11.10.08

Question 11

Question 11

Why do i not feel confident now although i have in the past?

Because there really is a price to pay for not believing in the concept of cliques.
In retrospect, it's alright, but at the moment that it hits you, it usually hits hard.
The price for not belonging to a clique is the one of having no certainty in who your friends really are. It takes years to build a good friend, and yet, only days or hours to break one.
You may say that i have many friends. Certainly, i know a lot of people and are on personal talking terms with them, but does this qualify as friendship?
Friends are those who remain when others let you down. Friends are those that would show up at an unrelated event just because you're there.
Friends should be people that you really like spending time with and vice-versa.
Of course i have friends, real friends, but in those moments of doubt you tend to forget this and focus on how many people you know would abandon you if ever a crisis arose.
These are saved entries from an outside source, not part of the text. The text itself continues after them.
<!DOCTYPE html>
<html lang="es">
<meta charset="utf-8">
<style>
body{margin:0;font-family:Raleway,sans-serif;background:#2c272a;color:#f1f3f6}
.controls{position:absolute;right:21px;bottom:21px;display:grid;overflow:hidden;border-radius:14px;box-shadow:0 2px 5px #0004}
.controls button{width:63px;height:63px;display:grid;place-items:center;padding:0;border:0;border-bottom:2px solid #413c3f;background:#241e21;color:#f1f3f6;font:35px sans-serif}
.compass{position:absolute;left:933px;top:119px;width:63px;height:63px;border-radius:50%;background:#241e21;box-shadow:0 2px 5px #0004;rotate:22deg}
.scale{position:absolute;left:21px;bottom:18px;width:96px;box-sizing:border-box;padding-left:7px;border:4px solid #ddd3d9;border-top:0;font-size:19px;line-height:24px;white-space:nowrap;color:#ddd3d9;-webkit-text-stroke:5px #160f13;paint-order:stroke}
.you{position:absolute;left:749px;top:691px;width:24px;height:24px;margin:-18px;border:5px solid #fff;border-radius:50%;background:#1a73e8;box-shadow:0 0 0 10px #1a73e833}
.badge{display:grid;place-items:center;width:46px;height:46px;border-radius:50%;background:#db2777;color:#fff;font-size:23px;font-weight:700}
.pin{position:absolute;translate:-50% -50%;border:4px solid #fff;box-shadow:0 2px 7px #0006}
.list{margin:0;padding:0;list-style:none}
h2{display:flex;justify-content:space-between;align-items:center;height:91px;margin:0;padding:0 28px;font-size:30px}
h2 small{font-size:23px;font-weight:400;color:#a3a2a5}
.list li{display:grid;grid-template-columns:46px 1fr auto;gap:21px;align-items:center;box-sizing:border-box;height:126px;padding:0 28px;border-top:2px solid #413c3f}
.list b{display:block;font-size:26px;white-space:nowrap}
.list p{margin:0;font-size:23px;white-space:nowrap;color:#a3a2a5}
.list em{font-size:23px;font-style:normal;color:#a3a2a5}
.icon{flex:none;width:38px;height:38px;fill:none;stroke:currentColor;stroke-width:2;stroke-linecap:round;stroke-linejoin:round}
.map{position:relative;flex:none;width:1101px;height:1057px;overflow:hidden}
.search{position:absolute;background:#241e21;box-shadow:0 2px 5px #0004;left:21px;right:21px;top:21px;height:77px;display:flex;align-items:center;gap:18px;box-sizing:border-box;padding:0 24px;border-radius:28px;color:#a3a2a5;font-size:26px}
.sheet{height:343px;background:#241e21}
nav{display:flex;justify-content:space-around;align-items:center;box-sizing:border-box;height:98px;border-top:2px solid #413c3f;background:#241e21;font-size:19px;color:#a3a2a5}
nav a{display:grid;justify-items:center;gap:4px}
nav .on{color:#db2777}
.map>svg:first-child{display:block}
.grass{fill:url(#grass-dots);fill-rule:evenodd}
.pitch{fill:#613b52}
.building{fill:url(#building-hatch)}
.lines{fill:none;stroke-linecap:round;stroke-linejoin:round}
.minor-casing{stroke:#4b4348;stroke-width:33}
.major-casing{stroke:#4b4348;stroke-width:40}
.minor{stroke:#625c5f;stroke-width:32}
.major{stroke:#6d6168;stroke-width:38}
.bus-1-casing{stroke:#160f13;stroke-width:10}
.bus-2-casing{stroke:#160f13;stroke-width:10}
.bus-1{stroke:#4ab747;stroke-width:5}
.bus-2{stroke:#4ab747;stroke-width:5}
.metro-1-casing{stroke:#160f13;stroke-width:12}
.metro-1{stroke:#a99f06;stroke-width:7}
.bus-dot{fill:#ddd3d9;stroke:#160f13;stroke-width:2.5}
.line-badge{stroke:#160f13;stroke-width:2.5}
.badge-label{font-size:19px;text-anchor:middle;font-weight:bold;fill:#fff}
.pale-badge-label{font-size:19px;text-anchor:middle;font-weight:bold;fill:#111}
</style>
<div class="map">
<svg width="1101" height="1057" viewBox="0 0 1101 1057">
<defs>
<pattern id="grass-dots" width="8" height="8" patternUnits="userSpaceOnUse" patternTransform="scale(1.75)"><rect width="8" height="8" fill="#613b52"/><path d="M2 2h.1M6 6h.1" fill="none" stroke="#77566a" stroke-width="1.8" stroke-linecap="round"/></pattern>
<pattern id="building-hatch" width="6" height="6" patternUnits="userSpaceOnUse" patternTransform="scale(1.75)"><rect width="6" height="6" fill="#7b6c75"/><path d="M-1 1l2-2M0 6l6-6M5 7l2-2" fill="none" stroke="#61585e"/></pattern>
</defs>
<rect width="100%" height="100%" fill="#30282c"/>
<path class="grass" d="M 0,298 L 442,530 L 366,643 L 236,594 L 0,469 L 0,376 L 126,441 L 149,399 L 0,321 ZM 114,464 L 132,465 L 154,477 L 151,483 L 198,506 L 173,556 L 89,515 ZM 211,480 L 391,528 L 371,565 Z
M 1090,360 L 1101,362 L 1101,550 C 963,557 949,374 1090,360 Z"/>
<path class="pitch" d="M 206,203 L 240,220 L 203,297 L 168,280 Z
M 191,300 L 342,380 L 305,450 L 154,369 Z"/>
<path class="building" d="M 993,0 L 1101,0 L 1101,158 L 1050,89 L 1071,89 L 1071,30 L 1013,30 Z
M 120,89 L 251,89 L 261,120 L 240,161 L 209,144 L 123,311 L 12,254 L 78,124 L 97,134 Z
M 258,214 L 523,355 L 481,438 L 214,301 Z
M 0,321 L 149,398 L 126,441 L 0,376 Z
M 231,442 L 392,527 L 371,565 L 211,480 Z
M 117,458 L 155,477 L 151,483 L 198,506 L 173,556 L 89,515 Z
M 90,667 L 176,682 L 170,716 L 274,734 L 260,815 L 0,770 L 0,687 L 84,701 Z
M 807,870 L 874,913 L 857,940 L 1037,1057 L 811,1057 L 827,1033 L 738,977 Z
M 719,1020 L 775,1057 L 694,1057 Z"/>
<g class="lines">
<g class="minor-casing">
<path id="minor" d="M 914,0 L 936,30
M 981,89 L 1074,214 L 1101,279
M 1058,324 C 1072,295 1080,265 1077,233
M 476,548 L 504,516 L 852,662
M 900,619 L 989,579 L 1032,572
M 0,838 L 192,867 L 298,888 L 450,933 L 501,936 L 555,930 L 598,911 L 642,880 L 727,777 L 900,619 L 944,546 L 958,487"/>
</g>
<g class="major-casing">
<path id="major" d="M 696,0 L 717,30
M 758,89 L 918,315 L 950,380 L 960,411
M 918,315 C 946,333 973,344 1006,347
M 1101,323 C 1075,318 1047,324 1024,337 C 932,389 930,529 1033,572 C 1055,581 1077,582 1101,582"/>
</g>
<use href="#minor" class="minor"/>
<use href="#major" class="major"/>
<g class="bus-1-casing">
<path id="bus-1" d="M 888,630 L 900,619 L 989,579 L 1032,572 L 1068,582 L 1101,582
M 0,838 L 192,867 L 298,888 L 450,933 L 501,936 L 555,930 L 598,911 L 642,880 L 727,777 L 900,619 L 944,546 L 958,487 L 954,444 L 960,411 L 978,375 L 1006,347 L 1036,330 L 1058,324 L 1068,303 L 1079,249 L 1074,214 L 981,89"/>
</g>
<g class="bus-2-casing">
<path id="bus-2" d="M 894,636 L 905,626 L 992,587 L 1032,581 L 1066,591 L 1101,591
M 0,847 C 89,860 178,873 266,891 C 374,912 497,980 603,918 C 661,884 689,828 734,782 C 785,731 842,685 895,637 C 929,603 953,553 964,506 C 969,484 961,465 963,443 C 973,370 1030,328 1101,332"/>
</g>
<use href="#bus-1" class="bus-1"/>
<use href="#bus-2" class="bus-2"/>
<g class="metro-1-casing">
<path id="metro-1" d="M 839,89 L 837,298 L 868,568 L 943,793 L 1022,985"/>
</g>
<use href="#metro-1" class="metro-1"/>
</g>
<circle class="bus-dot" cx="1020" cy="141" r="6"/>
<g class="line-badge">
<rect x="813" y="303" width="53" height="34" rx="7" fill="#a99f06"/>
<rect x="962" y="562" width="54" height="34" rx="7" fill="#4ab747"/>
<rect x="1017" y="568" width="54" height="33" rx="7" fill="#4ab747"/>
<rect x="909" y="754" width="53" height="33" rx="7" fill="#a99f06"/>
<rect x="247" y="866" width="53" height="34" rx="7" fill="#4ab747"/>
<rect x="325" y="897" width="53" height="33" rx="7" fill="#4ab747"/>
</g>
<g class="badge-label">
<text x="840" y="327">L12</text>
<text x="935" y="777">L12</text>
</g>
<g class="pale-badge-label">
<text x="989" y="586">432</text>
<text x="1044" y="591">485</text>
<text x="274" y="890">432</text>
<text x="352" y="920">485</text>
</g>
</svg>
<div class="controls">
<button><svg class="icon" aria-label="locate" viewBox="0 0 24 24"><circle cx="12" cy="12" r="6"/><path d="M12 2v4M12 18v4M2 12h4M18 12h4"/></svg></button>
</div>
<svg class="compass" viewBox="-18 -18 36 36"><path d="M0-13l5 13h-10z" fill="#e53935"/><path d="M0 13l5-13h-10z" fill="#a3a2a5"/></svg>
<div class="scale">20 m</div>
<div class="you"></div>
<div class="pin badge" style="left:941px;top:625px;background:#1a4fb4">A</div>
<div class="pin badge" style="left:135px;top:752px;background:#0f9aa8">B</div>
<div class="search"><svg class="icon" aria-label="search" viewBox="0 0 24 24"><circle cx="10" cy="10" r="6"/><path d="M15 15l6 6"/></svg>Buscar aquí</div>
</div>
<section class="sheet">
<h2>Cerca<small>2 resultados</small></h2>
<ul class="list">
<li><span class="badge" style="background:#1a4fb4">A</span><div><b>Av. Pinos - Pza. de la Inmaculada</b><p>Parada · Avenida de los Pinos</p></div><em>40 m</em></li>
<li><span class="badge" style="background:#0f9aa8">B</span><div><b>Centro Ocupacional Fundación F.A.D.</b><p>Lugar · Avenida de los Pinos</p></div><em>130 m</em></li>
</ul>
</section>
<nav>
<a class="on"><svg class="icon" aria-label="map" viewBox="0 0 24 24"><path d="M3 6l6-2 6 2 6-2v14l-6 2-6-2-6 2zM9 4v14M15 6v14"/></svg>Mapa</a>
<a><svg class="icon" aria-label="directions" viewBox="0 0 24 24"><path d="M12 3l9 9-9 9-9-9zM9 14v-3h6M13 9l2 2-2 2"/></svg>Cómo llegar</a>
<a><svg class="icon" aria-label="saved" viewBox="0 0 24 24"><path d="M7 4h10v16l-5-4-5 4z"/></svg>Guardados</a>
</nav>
And then there's the situation in which i like someone.
People like confidence. Men and women both, appreciate confidence.
And yet, when i'm single and in that situation, all confidence leaves me and i second guess my every action in regards to that person. I tend to show a stranger and less stable side of myself (which, incidentally is obviously not attractive. It's not bad... just... strange). This of course tends to have the effect of scaring off the potential person and that's why it's so much harder for me to start relationships than maintain them.

And both these items are related, as the lack of confidence in myself begins with "her" effect on me, which makes me have self doubt in relation to my friendships.
Considering that people make up more than half of everything i strive to do in my life, love is obviously very important to me.